WASHINGTON: In his resignation speech following Great Britain’s vote to divorce from the European Union, Prime Minister David Cameron claimed several achievements by his government: reforming welfare and education; increasing development assistance to “the poorest people in the world;” and “enabling those who love each other to get married, whatever their sexuality.” He also mentioned “building a bigger and stronger society” — a reference to his “Big Society” ideological framework, which sought to empower local people and communities as an alternative both to centralized bureaucracies and to libertarian indifference.
What is remarkable about Cameron’s definition of success is how utterly disconnected it is from the deep, visceral populist trends that have come to dominate his party and now his country. Cameron had attempted to define a post-Thatcherite conservative vision “integrating the free market with a theory of social solidarity.” But this was swept away, not so much by an alternative argument — the economic case against the Brexit is overwhelming — but by powerful, ethno-nationalist instincts. In retrospect, Cameron’s project of ideological renovation was hopeless, even poignant — trying to organize an outdoor tea during a hurricane.
This is the most frightening aspect for American conservatives of the British vote. Since 1955, with the founding of National Review, conservatives have attempted to make ideological arguments — involving respect for free markets and civil society — that they hoped would win influence in America’s center-right party. But now that entire project seems threatened.
The type of populism that Donald Trump has unleashed is not a set of arguments, but a set of tendencies and prejudices. In large portions of the Republican Party, ideology has been replaced by identity.
We are familiar with identity politics on the left, which can reduce public life to the organized appeasement of resentments. An identity politics of the right asserts that the real America — or the real England — is being diluted and corrupted by outsiders. It elevates a form of nationalism, not based on abstract ideals, but on blood and soil.
This is one reason ideological conservatives find it so frustrating to argue with Trump supporters. They are not looking for innovative policy, or reliable information, or even logical consistency. So it does not matter to them when Trump is exposed as shallow, deceptive or incoherent. They trust his instincts in defending American national identity as they have known it.
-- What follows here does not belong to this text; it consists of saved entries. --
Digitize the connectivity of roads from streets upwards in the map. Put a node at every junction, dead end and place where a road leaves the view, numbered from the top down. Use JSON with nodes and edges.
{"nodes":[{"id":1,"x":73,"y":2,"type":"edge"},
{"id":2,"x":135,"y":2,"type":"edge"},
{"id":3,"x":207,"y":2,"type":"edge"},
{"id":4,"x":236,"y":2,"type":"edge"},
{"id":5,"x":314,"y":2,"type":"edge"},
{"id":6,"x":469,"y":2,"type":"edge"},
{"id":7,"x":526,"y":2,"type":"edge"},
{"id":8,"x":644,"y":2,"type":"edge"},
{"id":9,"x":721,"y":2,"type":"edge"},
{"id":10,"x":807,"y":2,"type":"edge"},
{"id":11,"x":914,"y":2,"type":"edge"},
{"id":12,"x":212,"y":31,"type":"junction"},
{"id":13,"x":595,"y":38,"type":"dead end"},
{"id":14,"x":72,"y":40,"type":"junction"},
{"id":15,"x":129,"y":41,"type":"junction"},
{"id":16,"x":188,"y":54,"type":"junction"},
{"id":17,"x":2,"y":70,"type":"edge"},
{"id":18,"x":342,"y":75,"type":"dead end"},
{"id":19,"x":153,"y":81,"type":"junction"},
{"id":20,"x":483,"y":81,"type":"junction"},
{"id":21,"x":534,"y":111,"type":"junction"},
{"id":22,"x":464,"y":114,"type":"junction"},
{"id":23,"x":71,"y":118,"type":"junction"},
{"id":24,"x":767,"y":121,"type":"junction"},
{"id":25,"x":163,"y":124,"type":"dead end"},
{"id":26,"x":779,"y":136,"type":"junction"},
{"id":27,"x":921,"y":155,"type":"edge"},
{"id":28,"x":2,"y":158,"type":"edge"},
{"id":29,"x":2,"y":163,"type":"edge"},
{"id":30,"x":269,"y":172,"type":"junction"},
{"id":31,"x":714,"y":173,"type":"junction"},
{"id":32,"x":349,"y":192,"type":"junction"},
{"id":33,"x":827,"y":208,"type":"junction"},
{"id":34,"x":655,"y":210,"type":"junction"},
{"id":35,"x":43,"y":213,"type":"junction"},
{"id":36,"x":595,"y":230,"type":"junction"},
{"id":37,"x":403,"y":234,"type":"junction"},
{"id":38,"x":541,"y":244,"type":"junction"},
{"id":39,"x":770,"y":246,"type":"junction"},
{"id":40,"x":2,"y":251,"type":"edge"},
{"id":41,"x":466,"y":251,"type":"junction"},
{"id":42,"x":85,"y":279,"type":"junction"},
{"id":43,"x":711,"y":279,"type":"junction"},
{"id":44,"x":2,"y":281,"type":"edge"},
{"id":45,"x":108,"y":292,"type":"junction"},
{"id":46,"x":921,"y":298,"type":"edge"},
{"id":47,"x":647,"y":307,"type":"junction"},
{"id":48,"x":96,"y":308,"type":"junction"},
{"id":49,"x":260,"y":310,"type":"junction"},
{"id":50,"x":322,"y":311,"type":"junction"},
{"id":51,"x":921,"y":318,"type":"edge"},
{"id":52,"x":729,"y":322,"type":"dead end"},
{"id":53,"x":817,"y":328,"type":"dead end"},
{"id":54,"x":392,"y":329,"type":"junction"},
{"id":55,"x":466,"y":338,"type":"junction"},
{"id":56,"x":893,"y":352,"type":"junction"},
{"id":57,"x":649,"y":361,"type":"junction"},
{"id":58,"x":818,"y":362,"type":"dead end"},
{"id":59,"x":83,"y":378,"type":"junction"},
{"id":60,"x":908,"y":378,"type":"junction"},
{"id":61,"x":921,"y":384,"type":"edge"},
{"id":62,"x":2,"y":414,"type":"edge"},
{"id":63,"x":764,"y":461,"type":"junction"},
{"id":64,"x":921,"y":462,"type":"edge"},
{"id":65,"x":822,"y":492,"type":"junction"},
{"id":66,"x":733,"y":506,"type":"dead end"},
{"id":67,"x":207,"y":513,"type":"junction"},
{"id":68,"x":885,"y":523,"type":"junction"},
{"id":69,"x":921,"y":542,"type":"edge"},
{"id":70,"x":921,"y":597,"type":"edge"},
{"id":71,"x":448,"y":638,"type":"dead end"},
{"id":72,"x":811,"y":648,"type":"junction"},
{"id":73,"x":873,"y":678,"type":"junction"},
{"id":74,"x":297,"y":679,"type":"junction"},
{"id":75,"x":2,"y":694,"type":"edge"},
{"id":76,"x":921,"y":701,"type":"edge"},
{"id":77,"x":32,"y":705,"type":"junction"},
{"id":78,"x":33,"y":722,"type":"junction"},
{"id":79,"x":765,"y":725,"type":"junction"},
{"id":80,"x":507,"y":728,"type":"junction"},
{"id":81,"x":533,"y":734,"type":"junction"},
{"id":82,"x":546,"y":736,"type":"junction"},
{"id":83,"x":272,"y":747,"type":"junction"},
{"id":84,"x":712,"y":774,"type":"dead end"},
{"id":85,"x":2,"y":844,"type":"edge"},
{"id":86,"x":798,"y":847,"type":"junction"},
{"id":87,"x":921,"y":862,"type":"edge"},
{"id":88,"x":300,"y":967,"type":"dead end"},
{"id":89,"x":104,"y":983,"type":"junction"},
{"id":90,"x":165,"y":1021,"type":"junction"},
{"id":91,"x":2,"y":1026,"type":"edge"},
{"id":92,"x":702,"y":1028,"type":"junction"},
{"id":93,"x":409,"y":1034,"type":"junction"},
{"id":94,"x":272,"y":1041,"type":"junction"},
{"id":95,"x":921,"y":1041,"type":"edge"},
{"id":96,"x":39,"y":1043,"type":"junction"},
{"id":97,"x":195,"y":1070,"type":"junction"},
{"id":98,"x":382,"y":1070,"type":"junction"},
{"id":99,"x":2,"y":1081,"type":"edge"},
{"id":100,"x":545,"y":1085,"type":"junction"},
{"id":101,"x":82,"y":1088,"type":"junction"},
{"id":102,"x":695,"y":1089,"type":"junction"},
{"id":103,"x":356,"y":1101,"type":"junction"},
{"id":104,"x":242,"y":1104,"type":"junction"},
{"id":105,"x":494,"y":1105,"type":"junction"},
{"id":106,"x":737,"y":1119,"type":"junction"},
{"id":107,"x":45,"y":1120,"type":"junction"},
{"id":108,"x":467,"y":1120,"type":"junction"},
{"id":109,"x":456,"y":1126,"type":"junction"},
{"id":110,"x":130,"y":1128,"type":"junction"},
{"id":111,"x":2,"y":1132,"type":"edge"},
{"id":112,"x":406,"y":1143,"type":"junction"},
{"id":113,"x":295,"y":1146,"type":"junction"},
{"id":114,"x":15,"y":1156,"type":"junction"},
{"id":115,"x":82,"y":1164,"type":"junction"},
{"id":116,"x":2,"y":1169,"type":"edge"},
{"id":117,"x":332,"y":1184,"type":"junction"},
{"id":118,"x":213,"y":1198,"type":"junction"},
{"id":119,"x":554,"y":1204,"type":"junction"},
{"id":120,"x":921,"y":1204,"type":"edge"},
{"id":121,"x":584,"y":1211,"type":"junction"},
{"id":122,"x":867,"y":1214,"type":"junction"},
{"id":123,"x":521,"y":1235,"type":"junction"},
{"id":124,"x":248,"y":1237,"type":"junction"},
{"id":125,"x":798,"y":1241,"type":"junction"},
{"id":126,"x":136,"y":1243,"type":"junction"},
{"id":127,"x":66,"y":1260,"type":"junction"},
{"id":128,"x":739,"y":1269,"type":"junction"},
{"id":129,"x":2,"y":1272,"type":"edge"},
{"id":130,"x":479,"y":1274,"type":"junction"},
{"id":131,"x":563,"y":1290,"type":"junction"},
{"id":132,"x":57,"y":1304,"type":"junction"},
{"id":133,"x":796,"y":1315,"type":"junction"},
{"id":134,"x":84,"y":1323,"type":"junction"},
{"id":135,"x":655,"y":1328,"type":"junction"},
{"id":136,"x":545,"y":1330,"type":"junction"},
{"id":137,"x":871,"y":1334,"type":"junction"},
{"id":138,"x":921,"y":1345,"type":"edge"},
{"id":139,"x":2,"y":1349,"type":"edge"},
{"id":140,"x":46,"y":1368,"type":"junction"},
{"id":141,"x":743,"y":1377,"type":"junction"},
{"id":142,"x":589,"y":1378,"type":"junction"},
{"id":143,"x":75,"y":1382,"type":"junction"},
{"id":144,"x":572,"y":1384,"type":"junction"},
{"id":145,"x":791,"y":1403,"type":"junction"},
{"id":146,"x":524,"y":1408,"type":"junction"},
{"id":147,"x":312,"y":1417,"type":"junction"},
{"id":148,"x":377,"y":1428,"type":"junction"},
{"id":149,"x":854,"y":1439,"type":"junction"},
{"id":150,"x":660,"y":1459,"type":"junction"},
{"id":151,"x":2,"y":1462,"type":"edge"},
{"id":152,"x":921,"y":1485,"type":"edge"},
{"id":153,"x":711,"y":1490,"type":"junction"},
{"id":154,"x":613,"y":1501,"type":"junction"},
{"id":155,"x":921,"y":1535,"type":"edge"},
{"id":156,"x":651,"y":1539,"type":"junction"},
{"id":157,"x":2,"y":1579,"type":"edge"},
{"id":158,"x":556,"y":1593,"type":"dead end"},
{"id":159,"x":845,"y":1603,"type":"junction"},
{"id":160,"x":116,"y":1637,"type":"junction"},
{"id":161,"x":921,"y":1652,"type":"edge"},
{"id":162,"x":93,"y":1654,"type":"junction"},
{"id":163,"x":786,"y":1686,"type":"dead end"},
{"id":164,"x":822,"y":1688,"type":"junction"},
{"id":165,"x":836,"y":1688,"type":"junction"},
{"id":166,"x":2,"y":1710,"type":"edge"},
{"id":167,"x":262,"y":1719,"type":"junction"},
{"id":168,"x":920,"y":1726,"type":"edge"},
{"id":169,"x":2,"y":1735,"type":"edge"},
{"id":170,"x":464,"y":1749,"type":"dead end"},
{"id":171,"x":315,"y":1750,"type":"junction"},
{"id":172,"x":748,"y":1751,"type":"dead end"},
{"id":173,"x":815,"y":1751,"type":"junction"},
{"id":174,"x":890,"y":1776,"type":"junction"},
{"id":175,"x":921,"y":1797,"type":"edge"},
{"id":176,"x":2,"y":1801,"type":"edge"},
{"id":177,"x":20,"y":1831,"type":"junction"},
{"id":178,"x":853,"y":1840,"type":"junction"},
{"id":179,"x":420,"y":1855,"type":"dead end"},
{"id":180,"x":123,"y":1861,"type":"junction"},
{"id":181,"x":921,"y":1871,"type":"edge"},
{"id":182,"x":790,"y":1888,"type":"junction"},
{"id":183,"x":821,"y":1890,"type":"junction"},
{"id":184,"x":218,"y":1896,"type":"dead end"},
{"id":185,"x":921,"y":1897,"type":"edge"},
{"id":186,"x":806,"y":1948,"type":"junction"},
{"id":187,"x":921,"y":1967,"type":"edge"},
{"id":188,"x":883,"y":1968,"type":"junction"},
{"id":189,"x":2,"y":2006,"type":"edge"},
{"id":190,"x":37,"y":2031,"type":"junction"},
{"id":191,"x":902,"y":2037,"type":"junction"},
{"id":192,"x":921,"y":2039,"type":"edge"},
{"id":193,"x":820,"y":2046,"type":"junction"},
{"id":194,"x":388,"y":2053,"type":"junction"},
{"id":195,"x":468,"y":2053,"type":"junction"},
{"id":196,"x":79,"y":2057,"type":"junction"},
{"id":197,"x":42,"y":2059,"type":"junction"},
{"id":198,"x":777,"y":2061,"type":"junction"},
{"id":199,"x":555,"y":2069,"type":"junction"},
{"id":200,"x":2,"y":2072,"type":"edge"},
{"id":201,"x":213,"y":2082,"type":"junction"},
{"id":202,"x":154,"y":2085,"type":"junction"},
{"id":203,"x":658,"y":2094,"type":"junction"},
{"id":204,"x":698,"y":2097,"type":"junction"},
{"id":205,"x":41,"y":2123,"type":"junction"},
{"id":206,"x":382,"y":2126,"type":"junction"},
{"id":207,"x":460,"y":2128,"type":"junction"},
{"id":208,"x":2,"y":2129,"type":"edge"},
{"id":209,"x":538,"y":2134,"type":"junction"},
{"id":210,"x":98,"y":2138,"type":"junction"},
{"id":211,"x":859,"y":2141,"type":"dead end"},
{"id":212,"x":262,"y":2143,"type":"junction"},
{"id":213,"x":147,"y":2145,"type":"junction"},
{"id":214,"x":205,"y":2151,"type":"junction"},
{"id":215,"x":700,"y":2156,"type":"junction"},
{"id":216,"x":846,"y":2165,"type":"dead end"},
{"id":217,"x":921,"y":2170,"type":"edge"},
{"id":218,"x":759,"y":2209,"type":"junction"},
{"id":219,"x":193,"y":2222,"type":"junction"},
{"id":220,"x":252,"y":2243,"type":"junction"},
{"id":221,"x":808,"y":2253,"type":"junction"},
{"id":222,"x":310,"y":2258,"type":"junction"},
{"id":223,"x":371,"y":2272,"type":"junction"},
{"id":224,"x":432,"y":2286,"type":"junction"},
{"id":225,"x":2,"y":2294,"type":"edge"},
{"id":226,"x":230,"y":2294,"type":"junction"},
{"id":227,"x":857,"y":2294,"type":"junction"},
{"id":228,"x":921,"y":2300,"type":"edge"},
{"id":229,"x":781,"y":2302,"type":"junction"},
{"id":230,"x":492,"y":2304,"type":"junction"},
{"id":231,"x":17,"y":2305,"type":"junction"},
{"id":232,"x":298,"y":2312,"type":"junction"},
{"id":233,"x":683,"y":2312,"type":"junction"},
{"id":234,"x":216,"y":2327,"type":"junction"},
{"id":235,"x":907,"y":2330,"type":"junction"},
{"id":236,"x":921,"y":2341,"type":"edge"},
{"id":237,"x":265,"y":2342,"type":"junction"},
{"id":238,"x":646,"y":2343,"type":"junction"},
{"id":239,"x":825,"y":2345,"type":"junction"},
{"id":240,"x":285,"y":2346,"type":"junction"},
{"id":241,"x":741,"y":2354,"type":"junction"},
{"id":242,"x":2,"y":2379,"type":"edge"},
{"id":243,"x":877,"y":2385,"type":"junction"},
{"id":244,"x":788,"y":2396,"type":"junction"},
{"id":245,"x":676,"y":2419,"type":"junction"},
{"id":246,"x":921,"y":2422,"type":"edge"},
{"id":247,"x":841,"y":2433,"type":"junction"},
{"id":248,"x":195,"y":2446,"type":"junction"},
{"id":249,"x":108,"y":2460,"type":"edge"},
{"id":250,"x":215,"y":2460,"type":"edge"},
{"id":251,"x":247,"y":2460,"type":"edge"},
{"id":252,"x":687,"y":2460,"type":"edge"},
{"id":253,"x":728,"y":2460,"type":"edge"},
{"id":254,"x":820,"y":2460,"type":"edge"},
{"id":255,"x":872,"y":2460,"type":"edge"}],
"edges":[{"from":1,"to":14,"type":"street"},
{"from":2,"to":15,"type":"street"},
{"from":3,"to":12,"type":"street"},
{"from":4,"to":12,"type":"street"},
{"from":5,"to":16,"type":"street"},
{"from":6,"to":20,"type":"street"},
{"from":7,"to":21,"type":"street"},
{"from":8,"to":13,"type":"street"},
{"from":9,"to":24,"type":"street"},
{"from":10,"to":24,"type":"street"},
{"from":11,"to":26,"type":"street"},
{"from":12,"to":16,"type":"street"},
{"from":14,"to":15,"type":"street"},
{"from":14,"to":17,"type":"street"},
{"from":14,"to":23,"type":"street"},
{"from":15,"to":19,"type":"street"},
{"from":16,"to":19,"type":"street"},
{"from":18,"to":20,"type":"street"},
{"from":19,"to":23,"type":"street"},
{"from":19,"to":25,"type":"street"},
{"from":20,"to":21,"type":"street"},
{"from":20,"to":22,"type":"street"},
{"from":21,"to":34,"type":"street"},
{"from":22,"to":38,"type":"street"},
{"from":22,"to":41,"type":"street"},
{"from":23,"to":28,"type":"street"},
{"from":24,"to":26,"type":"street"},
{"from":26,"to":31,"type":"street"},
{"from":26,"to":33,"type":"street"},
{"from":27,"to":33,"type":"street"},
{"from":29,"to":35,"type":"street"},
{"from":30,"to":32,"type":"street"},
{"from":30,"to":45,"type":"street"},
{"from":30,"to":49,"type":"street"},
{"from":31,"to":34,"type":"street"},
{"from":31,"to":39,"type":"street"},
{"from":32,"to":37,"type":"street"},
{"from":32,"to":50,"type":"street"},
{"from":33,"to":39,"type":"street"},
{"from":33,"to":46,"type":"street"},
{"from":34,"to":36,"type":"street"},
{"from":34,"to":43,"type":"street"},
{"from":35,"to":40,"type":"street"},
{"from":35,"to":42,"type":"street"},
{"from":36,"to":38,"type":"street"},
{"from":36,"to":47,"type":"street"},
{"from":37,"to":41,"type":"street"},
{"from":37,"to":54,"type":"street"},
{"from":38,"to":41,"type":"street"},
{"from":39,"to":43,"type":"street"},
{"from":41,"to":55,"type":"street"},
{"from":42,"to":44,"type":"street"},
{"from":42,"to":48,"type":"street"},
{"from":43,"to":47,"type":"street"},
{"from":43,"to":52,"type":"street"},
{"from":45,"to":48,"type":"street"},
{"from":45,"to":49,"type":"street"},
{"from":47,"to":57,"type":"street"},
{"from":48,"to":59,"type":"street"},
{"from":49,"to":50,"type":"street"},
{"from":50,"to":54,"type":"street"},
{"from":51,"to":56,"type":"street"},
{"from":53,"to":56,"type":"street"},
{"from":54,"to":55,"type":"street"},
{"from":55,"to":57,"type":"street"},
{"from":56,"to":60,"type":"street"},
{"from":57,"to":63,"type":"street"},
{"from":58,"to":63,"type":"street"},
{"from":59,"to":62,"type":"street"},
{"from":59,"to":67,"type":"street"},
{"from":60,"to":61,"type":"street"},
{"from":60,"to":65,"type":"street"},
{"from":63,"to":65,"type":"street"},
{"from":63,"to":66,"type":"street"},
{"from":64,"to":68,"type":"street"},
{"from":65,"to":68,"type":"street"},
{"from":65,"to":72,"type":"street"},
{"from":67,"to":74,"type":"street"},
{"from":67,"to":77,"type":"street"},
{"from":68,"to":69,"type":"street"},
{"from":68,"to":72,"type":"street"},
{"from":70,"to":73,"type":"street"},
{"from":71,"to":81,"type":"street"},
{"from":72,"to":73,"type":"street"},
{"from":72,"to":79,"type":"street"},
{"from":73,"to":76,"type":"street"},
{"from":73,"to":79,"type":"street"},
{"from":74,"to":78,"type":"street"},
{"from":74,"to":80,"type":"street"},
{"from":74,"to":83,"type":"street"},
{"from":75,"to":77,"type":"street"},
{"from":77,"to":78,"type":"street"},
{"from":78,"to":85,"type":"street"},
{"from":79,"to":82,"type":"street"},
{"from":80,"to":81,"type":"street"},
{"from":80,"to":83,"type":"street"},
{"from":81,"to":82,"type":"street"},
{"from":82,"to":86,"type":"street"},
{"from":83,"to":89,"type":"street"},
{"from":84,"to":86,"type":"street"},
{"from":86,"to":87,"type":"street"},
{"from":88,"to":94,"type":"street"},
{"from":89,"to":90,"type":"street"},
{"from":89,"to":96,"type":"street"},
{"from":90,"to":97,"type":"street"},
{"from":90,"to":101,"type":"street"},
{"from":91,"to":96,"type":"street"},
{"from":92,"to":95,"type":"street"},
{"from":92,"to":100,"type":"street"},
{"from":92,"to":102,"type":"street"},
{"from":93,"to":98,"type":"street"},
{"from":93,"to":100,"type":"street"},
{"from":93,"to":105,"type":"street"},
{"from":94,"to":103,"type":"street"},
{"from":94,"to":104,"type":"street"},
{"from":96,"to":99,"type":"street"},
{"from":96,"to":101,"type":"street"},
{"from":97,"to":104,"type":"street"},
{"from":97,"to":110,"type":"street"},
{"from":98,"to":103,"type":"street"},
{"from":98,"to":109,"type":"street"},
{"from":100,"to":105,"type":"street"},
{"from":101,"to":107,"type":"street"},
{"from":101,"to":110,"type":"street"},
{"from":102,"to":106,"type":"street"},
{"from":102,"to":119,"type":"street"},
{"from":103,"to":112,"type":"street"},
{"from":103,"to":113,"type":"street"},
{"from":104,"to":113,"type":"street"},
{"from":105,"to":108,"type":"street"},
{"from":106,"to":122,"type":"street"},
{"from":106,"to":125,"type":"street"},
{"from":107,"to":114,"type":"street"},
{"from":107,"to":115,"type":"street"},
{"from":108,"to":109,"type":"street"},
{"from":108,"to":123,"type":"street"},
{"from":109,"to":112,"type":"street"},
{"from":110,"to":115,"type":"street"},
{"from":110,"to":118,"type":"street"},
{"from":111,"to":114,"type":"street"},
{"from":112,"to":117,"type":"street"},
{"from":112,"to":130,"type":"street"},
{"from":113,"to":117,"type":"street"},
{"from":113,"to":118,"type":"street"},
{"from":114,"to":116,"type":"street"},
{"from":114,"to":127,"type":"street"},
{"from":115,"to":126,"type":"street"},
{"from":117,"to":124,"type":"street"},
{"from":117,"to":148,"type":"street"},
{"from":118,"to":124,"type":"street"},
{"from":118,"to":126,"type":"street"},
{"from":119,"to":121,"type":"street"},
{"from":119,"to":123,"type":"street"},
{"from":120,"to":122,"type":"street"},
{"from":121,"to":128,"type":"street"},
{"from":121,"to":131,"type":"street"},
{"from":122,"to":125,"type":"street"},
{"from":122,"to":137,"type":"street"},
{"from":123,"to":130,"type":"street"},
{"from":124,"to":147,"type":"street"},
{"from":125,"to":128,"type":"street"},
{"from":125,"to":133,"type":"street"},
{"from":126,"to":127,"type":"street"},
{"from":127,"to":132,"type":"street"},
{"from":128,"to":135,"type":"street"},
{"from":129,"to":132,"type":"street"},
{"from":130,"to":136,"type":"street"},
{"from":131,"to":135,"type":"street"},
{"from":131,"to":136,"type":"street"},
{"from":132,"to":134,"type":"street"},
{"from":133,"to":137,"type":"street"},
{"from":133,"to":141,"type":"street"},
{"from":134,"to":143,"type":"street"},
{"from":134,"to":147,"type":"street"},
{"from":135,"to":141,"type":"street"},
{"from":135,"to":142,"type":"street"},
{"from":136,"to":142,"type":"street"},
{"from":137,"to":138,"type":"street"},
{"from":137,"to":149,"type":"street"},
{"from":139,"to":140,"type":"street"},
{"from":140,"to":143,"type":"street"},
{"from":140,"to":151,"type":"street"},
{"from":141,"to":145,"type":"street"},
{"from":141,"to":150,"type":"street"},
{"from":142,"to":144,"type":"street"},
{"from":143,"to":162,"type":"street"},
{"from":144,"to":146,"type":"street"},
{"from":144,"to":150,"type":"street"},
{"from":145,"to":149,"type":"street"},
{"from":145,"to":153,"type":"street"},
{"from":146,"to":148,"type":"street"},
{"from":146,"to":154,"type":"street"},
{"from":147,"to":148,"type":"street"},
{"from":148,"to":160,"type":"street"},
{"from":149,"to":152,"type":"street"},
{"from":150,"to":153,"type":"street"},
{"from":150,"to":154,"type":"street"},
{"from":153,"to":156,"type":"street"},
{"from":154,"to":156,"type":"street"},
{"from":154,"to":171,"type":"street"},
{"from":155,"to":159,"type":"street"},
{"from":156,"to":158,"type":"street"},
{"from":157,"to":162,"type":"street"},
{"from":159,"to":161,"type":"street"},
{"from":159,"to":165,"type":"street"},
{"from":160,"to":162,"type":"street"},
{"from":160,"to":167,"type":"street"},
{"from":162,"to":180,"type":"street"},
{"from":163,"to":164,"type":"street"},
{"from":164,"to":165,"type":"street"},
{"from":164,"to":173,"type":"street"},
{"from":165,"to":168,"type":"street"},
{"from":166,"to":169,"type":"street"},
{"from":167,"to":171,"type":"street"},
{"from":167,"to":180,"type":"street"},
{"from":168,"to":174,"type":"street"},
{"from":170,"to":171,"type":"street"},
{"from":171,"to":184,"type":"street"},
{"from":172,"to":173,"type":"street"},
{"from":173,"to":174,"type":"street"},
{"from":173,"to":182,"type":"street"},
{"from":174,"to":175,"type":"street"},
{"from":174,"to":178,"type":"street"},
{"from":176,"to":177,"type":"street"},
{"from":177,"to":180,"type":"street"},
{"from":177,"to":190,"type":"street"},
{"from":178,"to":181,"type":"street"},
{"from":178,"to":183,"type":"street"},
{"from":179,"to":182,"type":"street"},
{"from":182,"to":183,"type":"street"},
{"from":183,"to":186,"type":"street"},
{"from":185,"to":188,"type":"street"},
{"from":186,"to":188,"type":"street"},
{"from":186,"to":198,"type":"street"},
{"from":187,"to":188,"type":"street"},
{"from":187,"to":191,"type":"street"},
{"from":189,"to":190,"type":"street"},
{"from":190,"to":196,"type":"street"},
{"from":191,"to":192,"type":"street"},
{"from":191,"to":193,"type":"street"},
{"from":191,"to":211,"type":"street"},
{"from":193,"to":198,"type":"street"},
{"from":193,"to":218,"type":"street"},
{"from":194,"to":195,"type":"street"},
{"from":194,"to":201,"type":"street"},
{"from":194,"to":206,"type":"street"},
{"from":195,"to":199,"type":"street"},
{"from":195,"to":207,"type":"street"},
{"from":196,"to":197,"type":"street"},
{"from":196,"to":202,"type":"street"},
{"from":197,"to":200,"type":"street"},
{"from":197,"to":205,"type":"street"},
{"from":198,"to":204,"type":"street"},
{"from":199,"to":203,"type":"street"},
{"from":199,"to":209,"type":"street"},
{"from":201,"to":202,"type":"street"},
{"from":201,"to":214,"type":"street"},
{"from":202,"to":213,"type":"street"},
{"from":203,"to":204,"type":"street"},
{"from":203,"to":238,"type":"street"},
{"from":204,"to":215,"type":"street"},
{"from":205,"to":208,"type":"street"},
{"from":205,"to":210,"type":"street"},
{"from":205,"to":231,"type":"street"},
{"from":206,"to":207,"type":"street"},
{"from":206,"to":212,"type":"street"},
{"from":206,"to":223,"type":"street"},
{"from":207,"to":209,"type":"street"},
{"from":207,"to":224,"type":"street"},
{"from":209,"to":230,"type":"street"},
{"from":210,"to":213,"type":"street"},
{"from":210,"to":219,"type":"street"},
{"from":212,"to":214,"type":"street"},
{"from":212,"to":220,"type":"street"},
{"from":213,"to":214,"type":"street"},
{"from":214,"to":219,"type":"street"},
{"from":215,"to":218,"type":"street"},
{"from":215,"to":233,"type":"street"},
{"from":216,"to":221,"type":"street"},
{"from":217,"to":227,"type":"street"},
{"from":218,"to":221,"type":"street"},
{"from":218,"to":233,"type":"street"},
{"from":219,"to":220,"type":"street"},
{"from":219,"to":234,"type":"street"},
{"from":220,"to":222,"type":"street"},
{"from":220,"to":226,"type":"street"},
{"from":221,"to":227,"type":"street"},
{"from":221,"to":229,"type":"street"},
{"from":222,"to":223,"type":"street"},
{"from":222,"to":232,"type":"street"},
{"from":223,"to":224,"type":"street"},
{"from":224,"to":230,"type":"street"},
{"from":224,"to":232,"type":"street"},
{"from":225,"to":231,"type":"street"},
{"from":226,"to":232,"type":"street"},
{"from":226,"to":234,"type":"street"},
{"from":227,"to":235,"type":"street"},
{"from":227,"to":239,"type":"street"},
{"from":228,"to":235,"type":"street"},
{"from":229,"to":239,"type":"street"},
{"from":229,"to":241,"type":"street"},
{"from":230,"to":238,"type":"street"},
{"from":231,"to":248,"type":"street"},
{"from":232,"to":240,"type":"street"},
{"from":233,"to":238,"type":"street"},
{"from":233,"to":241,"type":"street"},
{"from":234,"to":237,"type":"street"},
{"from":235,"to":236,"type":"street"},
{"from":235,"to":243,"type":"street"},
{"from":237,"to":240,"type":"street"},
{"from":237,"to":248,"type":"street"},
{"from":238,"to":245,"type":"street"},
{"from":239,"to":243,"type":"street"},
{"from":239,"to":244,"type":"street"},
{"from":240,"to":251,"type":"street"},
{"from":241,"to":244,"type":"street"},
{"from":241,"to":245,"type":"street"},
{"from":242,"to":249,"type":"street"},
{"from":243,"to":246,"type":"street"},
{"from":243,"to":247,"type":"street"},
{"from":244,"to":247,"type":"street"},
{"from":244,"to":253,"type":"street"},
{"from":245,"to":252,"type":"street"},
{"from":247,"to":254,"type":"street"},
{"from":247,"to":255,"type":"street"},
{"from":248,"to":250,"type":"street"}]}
Trans-Atlantic elites have consistently underestimated the intensity of public reaction against migration, multiculturalism and globalization. When given the chance to vote, a significant and highly committed portion of the electorate wants to repudiate leaders, experts and authority figures — everyone who has been complicit in the last few decades of disorienting economic and social change.
In American politics, populism cuts across the parties. But in only one party has the establishment been (apparently) beaten. The range of reactions has been revealing. Some, particularly in the Republican foreign policy establishment, are finding more ideological overlap with Hillary Clinton and her team than they have with Republican populists. By the measure of who would more responsibly and competently defend the country and engage the world, the contest is not close. On the international stage, Trump’s silliness and impulsiveness take on a more sinister aspect. Determined outreach by the Clinton campaign to Republican internationalists may have a considerable yield.
Other principled conservatives, such as my colleague George Will, have chosen to part ways with a party that, in the choice of its presidential nominee, is no longer recognizably conservative.
Still other conservative leaders, traveling with a lighter load of principle, have chosen to make their accommodation in a remarkably cynical fashion. Commentators such as Rush Limbaugh and Sean Hannity spent decades on ideological purity patrol, calling out deviations from the pure Reaganite faith. Now their business model is to provide alibis for the least conservative Republican presidential nominee (presumptive, still presumptive) in history, who attacks free trade, opposes entitlement reform and seems to relish the prospect of expanded executive power.
The alternative to all these options is resistance — on the beaches, on the landing grounds, in the rules committee. Resistance at the convention, to deny Trump the nomination. If that fails, resistance in supporting a conservative third-party candidate who will carry the torch of sane Republicanism — if such a rare beast is finally sighted.
Resistance to recover nationalism from the nativists. Resistance to oppose the devaluing of political argument, to fight the end of reason. Resistance to honor the importance of character in our common life. In the Republican Party today, resistance is the evidence of principle.